The Democrats have been drafting mine-safety reforms in the wake of April's deadly explosion at the Upper Big Branch mine in southern West Virginia. That bill, Rep. Joe Courtney (D-Conn.) said Monday, will be unveiled "as early as this week." The legislation, he said, "will help prevent a disaster of this magnitude from ever happening again."
Courtney's comments came during a field hearing to examine another deadly workplace accident: the February explosion at the Kleen Energy Power Plant in Middletown, Conn.
The issue of mine safety returned to prominence after the Upper Big Branch disaster, which killed 29 miners. The owner of the mine, Virginia-based Massey Energy, had accumulated hundreds of safety violations in the months prior to the accident, including dozens of citations indicating ventilation problems and the presence of combustibles — the conditions suspected of causing the blast.
The accident came just a few years after Congress enacted the most sweeping overhaul of mine-safety protections in decades. The 2006 Mine Improvement and New Emergency Response (Miner) Act hiked the penalties for safety violations, forced mine companies to stock emergency underground shelters with supplies and oxygen, updated mandatory communication equipment and created stricter flammability requirements for heavy machinery.
"Much more remains to be done to keep the nation’s miners safe," Rep. George Miller (D-Calif.), chairman of the House Education and Labor Committee, said at the time.
Miller, who is authoring the new mine safety legislation, had pushed for additional protections. His S-Miner Act would have empowered the Mine Safety and Health Administration (MSHA), a branch of the Labor Department, to close unsafe mines more easily when inspectors identify patterns of safety problems. It was designed to prevent explosions, not just to keep miners alive underground after the explosions happened.

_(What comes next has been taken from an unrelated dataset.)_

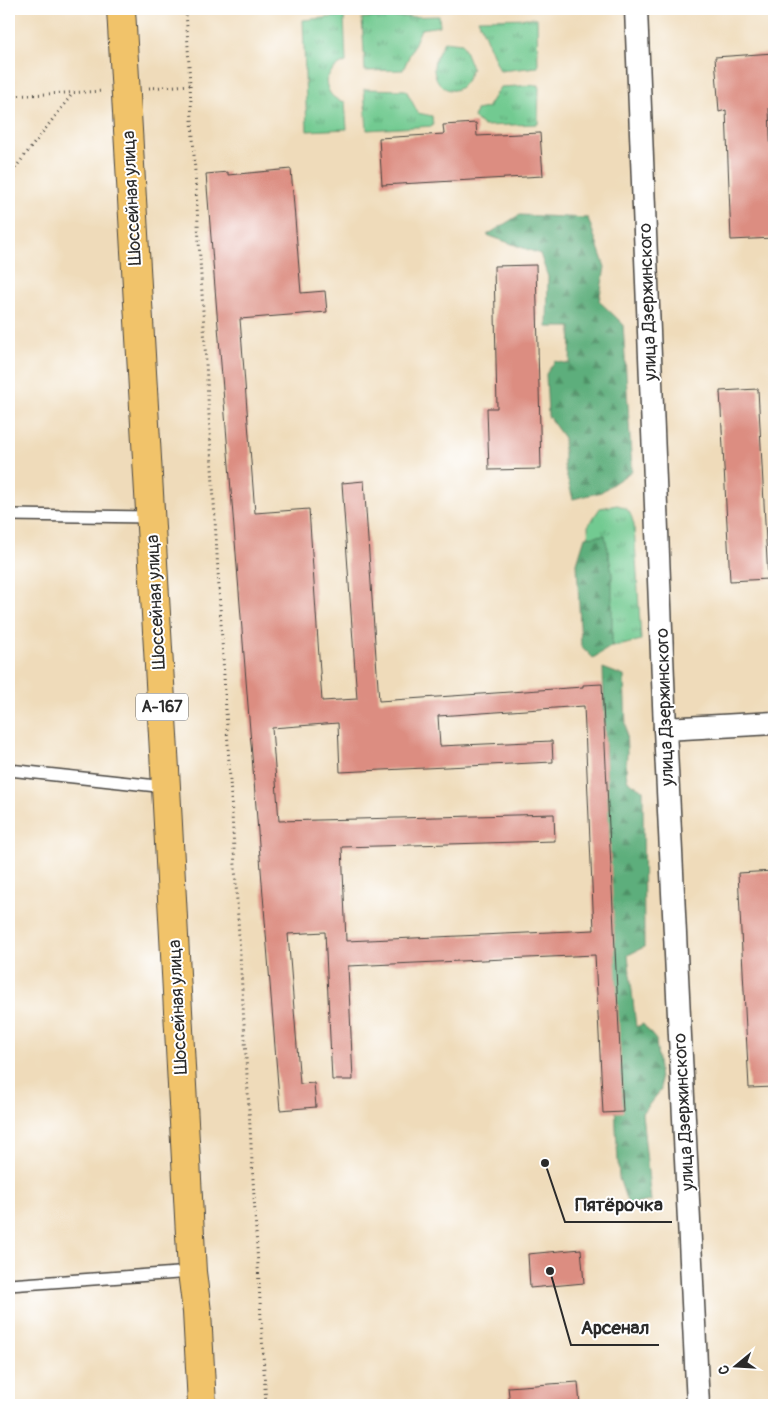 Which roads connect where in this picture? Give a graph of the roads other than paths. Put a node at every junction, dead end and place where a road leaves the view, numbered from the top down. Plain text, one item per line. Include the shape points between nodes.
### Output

Although House Democrats passed the S-Miner bill in January 2008, the legislation died in the Senate. Not only was the mining industry lobbying furiously to kill the bill, but the Senate’s lead sponsor — the late Sen. Edward Kennedy (D-Mass.) — had been newly diagnosed with the terminal brain cancer that would eventually kill him. On top of that, some powerful coal country lawmakers, including Senate Minority Leader Mitch McConnell (R-Ky.) and Sen. Jay Rockefeller (D-W.Va.), opposed the bill.
In the wake of the West Virginia mine disaster, Rockefeller is now calling for additional mine safety protections.
Meanwhile, MSHA chief Joe Main announced Monday that the underground investigation of the Upper Big Branch blast will begin this week. Inspection teams had been unable to launch their probe due to unsafe conditions in the mine.